─── RECORDS SHOWN

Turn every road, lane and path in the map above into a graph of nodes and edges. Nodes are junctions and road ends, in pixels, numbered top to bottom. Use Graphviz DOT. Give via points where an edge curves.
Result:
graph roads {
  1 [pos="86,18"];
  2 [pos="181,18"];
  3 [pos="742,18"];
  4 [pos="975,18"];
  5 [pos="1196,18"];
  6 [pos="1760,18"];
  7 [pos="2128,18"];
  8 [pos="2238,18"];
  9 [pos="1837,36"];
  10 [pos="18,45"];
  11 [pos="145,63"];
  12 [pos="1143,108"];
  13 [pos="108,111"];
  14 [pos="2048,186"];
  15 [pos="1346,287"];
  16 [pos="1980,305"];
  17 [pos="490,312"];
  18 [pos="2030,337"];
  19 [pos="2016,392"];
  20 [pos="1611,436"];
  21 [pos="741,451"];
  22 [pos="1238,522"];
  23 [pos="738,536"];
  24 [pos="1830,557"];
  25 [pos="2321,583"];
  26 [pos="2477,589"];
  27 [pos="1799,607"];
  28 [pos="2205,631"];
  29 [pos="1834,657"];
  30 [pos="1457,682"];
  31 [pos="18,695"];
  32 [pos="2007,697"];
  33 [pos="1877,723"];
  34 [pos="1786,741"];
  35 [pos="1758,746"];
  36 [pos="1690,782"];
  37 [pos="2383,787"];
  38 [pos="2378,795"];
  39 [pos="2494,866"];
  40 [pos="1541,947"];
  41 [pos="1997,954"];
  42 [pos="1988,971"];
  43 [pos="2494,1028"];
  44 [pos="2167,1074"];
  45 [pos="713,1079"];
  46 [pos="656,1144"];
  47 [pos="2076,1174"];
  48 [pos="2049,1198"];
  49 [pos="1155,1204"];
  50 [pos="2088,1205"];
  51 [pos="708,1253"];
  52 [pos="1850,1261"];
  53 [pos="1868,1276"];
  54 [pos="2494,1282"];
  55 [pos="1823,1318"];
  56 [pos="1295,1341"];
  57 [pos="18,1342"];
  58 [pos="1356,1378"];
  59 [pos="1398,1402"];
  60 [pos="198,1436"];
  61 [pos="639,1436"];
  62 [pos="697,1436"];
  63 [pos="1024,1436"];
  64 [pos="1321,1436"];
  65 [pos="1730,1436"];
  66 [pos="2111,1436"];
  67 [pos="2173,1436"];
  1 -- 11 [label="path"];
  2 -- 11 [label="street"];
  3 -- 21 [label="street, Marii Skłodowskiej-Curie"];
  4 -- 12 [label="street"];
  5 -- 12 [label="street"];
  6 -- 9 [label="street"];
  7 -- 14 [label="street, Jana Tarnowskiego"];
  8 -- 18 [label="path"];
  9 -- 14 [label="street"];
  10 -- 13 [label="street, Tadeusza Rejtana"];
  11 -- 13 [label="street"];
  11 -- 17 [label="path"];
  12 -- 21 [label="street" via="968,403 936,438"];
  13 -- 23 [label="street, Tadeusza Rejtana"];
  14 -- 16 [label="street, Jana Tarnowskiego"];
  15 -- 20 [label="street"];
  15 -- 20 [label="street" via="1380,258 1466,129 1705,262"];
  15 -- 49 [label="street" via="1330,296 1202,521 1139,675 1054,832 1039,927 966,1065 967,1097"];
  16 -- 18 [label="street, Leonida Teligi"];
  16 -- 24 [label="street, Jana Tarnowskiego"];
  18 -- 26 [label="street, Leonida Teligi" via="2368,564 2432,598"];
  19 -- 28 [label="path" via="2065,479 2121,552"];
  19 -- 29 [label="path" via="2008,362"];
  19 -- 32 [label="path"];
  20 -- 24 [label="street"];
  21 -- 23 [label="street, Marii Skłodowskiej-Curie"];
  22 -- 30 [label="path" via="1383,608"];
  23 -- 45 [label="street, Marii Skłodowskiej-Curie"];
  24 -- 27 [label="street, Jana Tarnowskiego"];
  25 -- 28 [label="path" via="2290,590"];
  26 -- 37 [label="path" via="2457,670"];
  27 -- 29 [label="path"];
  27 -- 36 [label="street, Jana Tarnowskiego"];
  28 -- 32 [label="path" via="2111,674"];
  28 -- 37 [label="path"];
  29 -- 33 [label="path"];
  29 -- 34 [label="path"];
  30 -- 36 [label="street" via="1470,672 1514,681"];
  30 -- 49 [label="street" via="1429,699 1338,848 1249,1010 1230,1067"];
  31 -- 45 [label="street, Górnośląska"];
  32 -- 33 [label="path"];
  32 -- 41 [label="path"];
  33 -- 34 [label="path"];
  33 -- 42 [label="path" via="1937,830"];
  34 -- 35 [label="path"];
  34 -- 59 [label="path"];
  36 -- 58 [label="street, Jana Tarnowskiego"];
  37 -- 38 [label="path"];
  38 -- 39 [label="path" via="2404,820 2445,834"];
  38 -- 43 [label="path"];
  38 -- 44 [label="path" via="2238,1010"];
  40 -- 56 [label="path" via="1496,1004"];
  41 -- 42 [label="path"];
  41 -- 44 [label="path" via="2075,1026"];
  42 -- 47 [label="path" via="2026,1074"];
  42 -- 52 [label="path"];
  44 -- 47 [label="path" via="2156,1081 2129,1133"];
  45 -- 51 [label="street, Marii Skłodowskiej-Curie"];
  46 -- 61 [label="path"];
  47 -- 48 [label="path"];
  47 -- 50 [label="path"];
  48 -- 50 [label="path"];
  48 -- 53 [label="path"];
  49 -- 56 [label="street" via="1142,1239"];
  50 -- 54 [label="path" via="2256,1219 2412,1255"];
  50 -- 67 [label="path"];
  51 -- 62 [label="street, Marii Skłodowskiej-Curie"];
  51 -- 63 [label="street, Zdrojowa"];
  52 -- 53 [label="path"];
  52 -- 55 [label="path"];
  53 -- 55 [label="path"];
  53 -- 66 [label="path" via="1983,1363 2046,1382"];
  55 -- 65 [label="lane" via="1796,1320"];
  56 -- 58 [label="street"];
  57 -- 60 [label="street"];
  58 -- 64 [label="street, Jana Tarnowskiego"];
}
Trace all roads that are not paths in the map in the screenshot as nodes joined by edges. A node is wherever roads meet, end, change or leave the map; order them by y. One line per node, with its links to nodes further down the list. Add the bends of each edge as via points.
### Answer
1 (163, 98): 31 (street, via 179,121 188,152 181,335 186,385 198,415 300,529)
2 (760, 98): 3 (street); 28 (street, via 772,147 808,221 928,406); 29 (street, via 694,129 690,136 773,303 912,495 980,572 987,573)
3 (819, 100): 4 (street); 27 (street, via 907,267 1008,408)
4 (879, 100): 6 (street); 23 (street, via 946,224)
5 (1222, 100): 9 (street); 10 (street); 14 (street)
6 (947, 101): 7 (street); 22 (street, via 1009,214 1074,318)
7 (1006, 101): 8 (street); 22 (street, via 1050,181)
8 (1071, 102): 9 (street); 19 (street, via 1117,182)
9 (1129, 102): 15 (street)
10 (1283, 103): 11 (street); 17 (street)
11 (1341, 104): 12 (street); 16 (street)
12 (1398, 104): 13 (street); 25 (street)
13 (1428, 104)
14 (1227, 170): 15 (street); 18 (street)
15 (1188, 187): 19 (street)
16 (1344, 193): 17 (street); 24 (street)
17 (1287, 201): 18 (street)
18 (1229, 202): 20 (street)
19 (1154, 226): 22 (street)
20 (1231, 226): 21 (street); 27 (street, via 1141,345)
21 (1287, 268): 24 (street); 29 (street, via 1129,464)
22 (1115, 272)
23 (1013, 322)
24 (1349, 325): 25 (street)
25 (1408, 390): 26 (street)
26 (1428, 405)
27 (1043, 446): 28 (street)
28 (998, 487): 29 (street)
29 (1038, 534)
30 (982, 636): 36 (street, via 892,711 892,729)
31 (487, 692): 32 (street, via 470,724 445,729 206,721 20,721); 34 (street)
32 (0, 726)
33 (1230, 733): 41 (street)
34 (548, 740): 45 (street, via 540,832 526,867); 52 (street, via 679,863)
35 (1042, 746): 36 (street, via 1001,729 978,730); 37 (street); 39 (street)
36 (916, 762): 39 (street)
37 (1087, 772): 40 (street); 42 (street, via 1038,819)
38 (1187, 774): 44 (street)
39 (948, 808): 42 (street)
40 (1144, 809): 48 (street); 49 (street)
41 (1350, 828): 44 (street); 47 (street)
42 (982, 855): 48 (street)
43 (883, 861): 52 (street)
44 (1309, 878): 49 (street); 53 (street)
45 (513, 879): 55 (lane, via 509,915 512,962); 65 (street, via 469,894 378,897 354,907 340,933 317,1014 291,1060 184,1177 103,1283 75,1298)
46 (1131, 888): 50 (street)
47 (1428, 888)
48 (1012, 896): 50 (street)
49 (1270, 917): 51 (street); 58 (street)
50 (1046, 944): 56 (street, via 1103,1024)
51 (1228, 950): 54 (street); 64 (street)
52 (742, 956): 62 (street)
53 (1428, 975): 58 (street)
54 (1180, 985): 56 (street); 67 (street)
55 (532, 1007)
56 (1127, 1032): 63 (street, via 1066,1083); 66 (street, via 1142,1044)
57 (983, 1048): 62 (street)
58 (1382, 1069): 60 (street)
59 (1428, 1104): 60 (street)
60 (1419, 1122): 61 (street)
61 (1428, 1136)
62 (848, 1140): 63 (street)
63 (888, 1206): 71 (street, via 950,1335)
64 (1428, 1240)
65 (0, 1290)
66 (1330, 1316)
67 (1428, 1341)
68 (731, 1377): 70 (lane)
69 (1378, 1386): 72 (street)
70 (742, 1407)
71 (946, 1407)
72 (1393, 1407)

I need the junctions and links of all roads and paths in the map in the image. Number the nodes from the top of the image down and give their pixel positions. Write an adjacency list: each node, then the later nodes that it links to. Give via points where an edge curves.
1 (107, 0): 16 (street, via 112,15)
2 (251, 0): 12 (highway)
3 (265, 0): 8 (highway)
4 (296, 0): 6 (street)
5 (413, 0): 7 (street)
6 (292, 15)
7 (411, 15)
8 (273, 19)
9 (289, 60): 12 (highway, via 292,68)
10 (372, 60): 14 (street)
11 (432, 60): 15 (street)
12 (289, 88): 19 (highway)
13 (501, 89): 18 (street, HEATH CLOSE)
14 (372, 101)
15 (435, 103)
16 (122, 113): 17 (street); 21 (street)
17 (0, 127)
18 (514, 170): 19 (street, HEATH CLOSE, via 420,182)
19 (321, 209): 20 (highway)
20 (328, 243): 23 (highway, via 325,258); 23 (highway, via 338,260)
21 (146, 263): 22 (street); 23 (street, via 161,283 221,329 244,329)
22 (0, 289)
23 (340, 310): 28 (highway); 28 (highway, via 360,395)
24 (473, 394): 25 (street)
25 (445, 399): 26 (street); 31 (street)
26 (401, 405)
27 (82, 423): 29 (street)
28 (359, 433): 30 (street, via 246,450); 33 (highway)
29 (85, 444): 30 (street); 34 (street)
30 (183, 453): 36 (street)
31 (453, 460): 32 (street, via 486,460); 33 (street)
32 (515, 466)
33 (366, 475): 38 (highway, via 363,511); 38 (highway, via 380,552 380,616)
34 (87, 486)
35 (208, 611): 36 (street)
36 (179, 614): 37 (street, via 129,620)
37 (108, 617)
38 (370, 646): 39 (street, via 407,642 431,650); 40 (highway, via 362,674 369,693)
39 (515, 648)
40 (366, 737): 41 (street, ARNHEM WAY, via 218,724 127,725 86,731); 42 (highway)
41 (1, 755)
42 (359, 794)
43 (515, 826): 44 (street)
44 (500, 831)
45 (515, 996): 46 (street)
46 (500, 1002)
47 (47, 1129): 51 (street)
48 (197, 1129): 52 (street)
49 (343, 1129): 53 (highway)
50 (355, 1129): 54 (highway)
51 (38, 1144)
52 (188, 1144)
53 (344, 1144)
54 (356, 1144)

──────

* **WHAT YOU HAVE TO DO**: Display every line of the listing that contains the string "Leonida".

* **RESULT BELOW**:
  16 -- 18 [label="street, Leonida Teligi"];
  18 -- 26 [label="street, Leonida Teligi" via="2368,564 2432,598"];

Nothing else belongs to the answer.